How does a pipe work in Linux?

How does piping work? If I run a program via CLI and redirect output to a file will I be able to pipe that file into another program as it is being written?

Basically when one line is written to the file I would like it to be piped immediately to my second application (I am trying to dynamically draw a graph off an existing program). Just unsure if piping completes the first command before moving on to the next command.

Any feed back would be greatly appreciated!

45 40430 45

1 Jan 1970

Solution

If you want to redirect the output of one program into the input of another, just use a simple pipeline:

program1 arg arg | program2 arg arg

If you want to save the output of program1 into a file and pipe it into program2, you can use tee(1):

program1 arg arg | tee output-file | program2 arg arg

All programs in a pipeline are run simultaneously. Most programs typically use blocking I/O: if when they try to read their input and nothing is there, they block: that is, they stop, and the operating system de-schedules them to run until more input becomes available (to avoid eating up the CPU). Similarly, if a program earlier in the pipeline is writing data faster than a later program can read it, eventually the pipe's buffer fills up and the writer blocks: the OS de-schedules it until the pipe's buffer gets emptied by the reader, and then it can continue writing again.

EDIT

If you want to use the output of program1 as the command-line parameters, you can use the backquotes or the $() syntax:

# Runs "program1 arg", and uses the output as the command-line arguments for
# program2
program2 `program1 arg`

# Same as above
program2 $(program1 arg)

The $() syntax should be preferred, since they are clearer, and they can be nested.

2009-07-02

Solution

Piping does not complete the first command before running the second. Unix (and Linux) piping run all commands concurrently. A command will be suspended if

It is starved for input.
It has produced significantly more output than its successor is ready to consume.

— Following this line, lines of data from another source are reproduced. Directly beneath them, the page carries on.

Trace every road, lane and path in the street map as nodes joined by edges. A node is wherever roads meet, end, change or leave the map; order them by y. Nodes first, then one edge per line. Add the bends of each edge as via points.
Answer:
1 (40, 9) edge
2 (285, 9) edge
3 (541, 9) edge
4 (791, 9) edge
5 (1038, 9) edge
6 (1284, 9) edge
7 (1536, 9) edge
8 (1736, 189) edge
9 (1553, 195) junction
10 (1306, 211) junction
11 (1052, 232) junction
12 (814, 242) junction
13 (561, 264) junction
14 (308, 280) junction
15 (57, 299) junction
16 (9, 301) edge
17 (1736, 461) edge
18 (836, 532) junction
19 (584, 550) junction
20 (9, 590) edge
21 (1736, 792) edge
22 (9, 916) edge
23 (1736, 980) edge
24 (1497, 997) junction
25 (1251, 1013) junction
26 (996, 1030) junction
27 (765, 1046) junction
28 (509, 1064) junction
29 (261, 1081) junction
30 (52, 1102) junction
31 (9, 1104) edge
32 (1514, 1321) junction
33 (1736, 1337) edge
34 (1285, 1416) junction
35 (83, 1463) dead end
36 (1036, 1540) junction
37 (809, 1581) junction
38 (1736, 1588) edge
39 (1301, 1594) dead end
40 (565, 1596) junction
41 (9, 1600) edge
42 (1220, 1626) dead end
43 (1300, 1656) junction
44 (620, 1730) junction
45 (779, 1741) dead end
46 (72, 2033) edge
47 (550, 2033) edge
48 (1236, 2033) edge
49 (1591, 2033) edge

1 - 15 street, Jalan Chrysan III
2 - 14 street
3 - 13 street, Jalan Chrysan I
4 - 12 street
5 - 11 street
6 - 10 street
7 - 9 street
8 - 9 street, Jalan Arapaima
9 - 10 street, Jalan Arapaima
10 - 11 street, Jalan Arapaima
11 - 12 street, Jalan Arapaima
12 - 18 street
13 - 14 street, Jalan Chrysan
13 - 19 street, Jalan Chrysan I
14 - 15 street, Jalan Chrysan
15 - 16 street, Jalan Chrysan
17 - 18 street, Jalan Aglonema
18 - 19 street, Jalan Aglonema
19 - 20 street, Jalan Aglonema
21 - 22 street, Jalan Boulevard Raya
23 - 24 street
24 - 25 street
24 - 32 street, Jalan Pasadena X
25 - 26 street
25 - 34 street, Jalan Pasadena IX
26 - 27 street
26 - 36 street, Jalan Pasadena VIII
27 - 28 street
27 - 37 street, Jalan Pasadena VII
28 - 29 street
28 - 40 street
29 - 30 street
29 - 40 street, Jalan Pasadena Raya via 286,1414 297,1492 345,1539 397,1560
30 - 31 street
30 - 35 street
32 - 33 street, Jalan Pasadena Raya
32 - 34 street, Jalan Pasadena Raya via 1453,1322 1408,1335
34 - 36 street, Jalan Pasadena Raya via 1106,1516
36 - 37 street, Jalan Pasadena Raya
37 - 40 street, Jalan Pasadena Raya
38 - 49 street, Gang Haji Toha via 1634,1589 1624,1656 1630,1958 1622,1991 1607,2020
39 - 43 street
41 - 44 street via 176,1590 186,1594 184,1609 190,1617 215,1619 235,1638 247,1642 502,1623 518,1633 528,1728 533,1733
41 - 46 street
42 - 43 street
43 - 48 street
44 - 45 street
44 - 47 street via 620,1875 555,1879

For most programs output is buffered, which means that the OS accumulates a substantial amount of output (perhaps 8000 characters or so) before passing it on to the next stage of the pipeline. This buffering is used to avoid too much switching back and forth between processes and kernel.

If you want output on a pipeline to be sent right away, you can use unbuffered I/O, which in C means calling something like fflush() to be sure that any buffered output is immediately sent on to the next process. Unbuffered input is also possible but is generally unnecessary because a process that is starved for input typically does not wait for a full buffer but will process any input you can get.

For typical applications unbuffered output is not recommended; you generally get the best performance with the defaults. In your case, however, where you want to do dynamic graphing immediately the first process has the info available, you definitely want to be using unbuffered output. If you're using C, calling fflush(stdout) whenever you want output sent will be sufficient.

2009-07-02